Rather, optimistic rollups use dispute security methods that provide time periods for challengers to rollup transaction results. In the event that a dispute arises concerning the result and proof of fraud is submitted (within the space of at least seven days), the party responsible for the fault faces a penalty and the transaction will be re-executed.

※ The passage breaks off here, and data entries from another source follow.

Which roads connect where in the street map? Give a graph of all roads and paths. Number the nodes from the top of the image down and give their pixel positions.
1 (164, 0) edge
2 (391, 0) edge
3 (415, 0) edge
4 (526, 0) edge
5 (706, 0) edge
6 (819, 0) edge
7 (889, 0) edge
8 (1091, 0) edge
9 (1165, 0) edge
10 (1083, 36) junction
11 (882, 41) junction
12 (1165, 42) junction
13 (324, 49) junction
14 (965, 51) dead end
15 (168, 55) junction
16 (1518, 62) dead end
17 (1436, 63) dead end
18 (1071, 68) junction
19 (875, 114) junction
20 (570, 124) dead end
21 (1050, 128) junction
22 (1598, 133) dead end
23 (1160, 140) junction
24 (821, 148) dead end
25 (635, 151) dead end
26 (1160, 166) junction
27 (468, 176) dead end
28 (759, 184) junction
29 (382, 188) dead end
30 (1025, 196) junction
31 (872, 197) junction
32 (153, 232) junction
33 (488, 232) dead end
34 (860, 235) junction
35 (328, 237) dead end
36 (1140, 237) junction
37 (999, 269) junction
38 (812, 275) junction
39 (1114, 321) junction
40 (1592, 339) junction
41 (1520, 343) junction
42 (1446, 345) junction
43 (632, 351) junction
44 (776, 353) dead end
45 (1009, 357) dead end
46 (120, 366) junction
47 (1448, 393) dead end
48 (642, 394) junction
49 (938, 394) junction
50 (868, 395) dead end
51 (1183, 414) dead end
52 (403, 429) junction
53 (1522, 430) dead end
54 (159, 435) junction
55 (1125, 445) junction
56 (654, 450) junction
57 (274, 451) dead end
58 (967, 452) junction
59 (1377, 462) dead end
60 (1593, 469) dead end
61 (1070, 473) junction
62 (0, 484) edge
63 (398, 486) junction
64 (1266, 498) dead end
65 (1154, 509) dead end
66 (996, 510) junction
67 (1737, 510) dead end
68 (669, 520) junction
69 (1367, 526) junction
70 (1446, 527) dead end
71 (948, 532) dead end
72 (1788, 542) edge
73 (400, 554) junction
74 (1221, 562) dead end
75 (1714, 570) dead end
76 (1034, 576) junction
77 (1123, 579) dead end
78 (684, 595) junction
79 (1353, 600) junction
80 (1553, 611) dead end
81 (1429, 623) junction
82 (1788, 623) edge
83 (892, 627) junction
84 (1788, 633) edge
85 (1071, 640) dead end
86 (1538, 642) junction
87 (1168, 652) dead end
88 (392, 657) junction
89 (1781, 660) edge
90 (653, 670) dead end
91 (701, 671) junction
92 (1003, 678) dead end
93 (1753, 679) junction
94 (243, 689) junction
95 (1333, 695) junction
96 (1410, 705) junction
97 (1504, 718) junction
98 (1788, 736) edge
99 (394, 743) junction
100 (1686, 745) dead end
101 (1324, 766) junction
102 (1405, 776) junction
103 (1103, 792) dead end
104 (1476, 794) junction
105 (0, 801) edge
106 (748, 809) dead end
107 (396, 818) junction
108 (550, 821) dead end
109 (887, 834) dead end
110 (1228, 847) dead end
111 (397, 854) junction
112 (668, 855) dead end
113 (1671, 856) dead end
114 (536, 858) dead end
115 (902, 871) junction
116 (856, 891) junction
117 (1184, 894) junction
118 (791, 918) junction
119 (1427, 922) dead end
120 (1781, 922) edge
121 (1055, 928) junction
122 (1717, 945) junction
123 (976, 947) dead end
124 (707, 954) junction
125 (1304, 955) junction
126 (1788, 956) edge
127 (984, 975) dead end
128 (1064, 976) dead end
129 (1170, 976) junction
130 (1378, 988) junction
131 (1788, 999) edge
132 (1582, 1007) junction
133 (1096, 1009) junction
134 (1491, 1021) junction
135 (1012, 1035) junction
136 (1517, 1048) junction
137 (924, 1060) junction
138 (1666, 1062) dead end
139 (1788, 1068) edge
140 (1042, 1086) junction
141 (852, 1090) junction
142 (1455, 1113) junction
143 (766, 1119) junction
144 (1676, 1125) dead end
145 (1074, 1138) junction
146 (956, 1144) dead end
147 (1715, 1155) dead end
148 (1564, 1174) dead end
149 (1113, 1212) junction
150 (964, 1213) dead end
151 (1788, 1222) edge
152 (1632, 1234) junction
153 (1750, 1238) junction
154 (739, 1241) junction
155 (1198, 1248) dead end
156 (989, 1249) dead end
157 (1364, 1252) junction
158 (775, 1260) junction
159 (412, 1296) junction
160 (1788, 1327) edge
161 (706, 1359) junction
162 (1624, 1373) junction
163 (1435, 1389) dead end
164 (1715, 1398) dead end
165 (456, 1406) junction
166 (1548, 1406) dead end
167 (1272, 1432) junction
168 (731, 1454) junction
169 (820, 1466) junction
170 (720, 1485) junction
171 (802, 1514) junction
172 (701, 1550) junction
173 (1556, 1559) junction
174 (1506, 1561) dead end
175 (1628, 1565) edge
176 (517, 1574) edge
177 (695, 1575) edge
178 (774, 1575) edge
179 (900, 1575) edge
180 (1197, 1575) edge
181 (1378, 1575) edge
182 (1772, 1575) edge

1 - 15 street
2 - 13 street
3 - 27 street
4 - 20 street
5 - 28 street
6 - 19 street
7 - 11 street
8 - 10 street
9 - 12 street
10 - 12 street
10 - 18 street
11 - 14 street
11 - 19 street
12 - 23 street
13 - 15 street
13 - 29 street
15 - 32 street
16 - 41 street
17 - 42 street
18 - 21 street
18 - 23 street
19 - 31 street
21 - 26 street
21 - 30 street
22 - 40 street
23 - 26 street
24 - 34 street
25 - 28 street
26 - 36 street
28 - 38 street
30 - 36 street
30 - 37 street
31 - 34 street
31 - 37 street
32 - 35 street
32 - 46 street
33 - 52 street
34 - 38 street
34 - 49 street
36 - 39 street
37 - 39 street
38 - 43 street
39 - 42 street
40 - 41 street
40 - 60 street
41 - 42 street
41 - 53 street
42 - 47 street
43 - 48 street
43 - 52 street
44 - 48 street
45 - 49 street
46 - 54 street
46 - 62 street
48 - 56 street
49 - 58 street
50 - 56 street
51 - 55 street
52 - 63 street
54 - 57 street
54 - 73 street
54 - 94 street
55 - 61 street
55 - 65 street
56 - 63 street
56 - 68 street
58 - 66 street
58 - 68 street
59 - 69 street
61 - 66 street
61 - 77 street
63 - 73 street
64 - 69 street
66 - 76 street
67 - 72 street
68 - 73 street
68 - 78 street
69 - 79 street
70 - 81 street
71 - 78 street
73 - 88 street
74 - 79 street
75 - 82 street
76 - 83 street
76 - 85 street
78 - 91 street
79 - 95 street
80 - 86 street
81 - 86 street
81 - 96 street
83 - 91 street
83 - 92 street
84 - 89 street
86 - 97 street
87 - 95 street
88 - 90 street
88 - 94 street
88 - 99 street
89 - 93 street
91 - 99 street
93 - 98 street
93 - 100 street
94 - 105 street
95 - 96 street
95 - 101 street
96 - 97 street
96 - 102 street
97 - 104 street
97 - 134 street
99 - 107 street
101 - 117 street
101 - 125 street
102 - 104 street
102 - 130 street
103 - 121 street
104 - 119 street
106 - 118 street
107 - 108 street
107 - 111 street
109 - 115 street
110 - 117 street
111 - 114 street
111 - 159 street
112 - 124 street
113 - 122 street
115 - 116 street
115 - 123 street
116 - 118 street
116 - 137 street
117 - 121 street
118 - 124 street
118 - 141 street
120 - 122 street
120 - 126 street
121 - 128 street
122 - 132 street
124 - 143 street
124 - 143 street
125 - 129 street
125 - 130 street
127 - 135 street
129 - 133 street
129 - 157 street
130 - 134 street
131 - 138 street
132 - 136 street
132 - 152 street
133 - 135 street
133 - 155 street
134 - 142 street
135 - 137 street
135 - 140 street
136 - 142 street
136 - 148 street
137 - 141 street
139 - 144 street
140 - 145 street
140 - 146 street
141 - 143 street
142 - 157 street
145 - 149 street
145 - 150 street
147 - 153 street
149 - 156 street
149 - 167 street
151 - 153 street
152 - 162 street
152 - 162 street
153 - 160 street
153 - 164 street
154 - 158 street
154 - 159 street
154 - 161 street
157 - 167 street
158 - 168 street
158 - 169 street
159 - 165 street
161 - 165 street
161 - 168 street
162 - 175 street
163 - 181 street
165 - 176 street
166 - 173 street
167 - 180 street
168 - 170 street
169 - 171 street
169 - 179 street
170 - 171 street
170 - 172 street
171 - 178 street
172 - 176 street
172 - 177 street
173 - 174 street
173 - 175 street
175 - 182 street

A Complete Guide to the Top 10 Arbitrum Protocols

Top 10 Arbitrum Protocols by Total Value Locked

Uniswap (version 3)

Uniswap was deployed in 2018 as a decentralized exchange platform (DEX). It was mainly designed to facilitate ERC-20 tokens. It became one of the first solutions in the decentralized finance sector to experience considerable growth. Additionally, it marked the beginning of the automated market maker (AMM) DEX era, which offers incentives for users to act as liquidity providers. Uniswap released the second version two years later, then the third version on Arbitrum in August 2022. Since then, it has been among the most popular dApps on Layer 2. The latest version of Uniswap has added new features that allow users to specify a price range on the platforms where they provide liquidity.

Aave (version 3)

The Aave platform was deployed in 2017, and it has become a significant player in the DeFi industry. It was developed to enable users to lend and borrow cryptocurrency directly from one another. In March 2022, Aave version 3 was released on Arbitrum, with the new modifications concentrating on security, increased user yield, and cross-chain support. The platform’s native token, $AAVE, is a governance token that enables users to cast ballots on important choices and receive fee reductions.

GMX

GMX’s first launch was on Arbitrum in 2021, before expanding to Avalanche a few months later. In addition to offering perpetual futures trading with up to 50X leverage, GMX also lets customers trade ETH, BTC, and other well-known cryptocurrencies. The platform’s utility and governance tokens are GMX, and GLP, respectively. The GLP is distributed to liquidity providers, and these two tokens run the platform. The GLP holders are entitled to 70% of the platform fees, while the GMX stakeholders receive the remaining 30%. On Arbitrum, GMX is the most widely used protocol, contributing more than 25% of its TVL.

Radiant Capital

This is a lending platform that focuses on cross-chain borrowing and lending. It helps facilitate the movement of assets across various chains; the project is driven by LayerZero technology. The native token is RDNT, and each holder of this token is able to vote on platform proposals. They also receive a share of the interest that borrowers pay. Holders of the RDNT token can stake their holdings to gain more incentives and a share of the fees.

Stargate Finance

Stargate Finance was designed to eradicate the need for wrapped tokens and allow users to send native tokens or assets to different blockchain networks without the use of wrapped tokens. The native token of Stargate is STG. It can be staked and utilized for liquidity as well as governance. The protocol has been successful since it launched over a year ago, with over $430 million in total TVL and $124 million locked in Arbitrum.

Curve Finance

This platform started in 2020 and has risen to become a giant among popular decentralized financial platforms. Rather than adopting the Automated Market Marker (AMM), it facilitates swapping between tokens with identical pegs, such as stablecoins or wrapped tokens (e.g., wBTC). The implication of this is that it has lower fees, slippage, and impermanent losses. The swap fee for curves is set at 0.04%. Every income generated on the platform is shared among the liquidity providers. This platform came onto the Arbitrum network in 2021, and it is currently responsible for its $95 million in Total Value Locked.

Sushi

SushiSwap was launched as a fork of Uniswap. It was one of the most effective “vampire attacks” in the market—when a protocol encourages users to move liquidity from one protocol to another. It made an attempt to outdo UniSwap by developing the SUSHI token on top of the Automated Market Maker (AMM) to reward holders for making token deposits and supplying liquidity, as this was done before UniSwap developed the UNI token. Since then, Sushi has developed into one of the leading decentralized exchange platforms and is now used on 25 chains, including Arbitrum.